A SCHOLARSHIP offered by jazz great James Morrison and an impromptu performance has resulted in a new album and a European tour for four young Western Australian musicians.
Matthew Jodrell, Troy Roberts, Andrew Fisenden and Dane Alderson are all past winners of the James Morrison Jazz Scholarship and make up part of Mr Morrison’s band that recorded On The Edge and will be touring Europe with him.
Other musicians Simon Stockhausen and Sunil de Silva fill out the group.
And instead of grinding their way up the German autobahns in a fried-out kombi, the musicians will be hitting the road in BMWs, courtesy of the Bavarian carmaker’s sponsorship of the tour.
The tour, which includes Germany, Vienna and Prague, will be a taster for festival organisers in the lead up to the busy season.
The group will be performing at the Onyx Bar on October 16 with Sydney-based singer Emma Pask before heading to Europe.
Mr Morrison told WA Business News that the scholarship had been designed to help up and coming jazz musicians further their career.
“We started off offering a $10,000 cash prize and then thought that helping them put together an album would be more beneficial,” he said.
“With the technology that’s around today you can record an album in your bedroom so we’ve gone back to the cash prize,” he said.
Besides that prize winners also receive an instrument from Yamaha, which is one of the scholarship’s sponsors.
That was particularly handy for bass player Dane Alderson who had his bass guitar stolen just before he was due to audition for the scholarship. He had to perform using a borrowed instrument.
History shows that Western Australia has a higher representation than other States among the scholarship winners.

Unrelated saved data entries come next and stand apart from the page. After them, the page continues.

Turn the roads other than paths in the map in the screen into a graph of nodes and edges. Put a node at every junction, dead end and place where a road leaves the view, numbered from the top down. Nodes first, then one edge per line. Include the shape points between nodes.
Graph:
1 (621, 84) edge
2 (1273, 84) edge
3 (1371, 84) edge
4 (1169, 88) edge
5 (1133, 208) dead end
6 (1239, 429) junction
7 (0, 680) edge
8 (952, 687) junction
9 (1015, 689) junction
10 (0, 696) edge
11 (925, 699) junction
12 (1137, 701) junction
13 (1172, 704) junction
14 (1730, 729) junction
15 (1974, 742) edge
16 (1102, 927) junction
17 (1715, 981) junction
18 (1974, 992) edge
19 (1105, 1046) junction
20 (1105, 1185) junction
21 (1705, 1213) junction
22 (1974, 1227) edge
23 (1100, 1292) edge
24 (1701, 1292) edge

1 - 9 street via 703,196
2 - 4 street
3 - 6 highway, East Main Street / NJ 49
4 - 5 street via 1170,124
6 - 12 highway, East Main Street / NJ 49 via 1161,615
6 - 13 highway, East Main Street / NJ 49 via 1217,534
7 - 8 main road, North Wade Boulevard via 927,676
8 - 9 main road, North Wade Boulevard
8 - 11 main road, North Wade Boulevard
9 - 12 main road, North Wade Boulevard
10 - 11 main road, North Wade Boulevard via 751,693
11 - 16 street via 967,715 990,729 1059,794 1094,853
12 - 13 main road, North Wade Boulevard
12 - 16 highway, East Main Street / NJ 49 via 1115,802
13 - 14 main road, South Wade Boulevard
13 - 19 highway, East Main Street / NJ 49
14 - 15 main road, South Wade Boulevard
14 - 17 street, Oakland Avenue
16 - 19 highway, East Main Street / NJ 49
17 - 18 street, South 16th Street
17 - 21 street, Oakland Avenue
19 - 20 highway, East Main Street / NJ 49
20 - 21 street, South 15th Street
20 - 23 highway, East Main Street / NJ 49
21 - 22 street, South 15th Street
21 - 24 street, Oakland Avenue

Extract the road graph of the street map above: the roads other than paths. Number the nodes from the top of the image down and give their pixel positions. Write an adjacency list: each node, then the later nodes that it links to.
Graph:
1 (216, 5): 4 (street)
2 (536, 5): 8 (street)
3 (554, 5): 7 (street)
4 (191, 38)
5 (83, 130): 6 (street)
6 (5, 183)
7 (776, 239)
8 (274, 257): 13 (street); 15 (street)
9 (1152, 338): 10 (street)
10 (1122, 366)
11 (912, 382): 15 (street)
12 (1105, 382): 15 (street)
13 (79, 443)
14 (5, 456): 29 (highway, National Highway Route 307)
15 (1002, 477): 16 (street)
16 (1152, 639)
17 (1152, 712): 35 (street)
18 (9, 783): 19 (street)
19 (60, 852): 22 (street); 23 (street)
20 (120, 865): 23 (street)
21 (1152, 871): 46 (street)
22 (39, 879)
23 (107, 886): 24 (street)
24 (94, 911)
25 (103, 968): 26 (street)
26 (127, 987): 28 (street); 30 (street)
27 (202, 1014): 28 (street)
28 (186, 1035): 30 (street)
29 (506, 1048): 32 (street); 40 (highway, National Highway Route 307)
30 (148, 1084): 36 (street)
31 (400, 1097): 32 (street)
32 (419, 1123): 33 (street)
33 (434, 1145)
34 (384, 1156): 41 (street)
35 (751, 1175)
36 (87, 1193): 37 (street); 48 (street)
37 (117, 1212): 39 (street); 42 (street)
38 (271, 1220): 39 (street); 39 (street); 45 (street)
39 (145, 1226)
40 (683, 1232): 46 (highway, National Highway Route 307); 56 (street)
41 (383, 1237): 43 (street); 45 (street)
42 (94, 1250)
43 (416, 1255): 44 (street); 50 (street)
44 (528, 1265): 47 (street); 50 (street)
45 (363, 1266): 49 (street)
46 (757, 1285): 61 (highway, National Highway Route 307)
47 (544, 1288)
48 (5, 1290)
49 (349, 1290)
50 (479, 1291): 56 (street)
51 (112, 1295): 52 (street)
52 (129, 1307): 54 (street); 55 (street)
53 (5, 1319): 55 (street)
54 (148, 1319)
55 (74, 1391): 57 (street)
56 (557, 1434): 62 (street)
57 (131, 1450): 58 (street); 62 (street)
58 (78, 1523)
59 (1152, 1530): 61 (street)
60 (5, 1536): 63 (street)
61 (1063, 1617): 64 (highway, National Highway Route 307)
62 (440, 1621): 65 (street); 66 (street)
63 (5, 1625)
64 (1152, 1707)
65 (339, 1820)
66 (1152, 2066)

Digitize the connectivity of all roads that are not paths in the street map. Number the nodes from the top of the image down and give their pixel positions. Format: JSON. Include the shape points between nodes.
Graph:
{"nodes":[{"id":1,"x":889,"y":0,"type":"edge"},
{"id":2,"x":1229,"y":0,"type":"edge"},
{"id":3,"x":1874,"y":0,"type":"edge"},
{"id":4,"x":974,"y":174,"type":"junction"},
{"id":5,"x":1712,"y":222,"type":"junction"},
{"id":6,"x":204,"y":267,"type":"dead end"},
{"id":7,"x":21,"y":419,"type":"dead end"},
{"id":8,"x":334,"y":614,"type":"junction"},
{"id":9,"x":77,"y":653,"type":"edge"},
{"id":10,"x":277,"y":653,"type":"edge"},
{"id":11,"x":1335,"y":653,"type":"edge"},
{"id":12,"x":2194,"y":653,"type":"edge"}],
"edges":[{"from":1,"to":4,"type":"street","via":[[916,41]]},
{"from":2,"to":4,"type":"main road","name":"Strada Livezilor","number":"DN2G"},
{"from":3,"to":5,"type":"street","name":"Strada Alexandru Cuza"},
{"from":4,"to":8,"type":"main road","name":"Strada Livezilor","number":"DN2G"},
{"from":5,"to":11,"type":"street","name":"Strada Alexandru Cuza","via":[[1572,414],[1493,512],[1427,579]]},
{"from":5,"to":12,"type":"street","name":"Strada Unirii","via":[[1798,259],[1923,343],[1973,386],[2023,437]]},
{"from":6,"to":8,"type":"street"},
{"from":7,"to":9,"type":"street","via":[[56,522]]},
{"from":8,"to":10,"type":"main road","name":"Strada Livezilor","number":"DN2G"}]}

Mr Morrison put that down to the jazz course offered by the WA Academy of Performing Arts in Mt Lawley.
“It’s a great forum for jazz musicians to get together,” he said.
Mr Morrison said his latest album came about from an impromptu performance with the four scholarship winners while he was performing with WAYJO.
“While we were doing a performance with WAYJO they said why didn’t we get some of the scholarship winners up,” he said.
“We’d never played together as a band and it was just magic.”
Besides his scholarship, Mr Morrison also runs his own independent jazz record label Morrison Records.
That company has played a part in helping out aspiring musicians along the way.
Mr Morrison said he tried to keep business and music separate.
“I don’t do business while I’m on the stage. To me music is all about the performance. The business is the rest of the time,” he said.
“You’ve got to review what you’re doing. If you don’t review you can go way past the point at where you realise something isn’t working or you can miss opportunities.”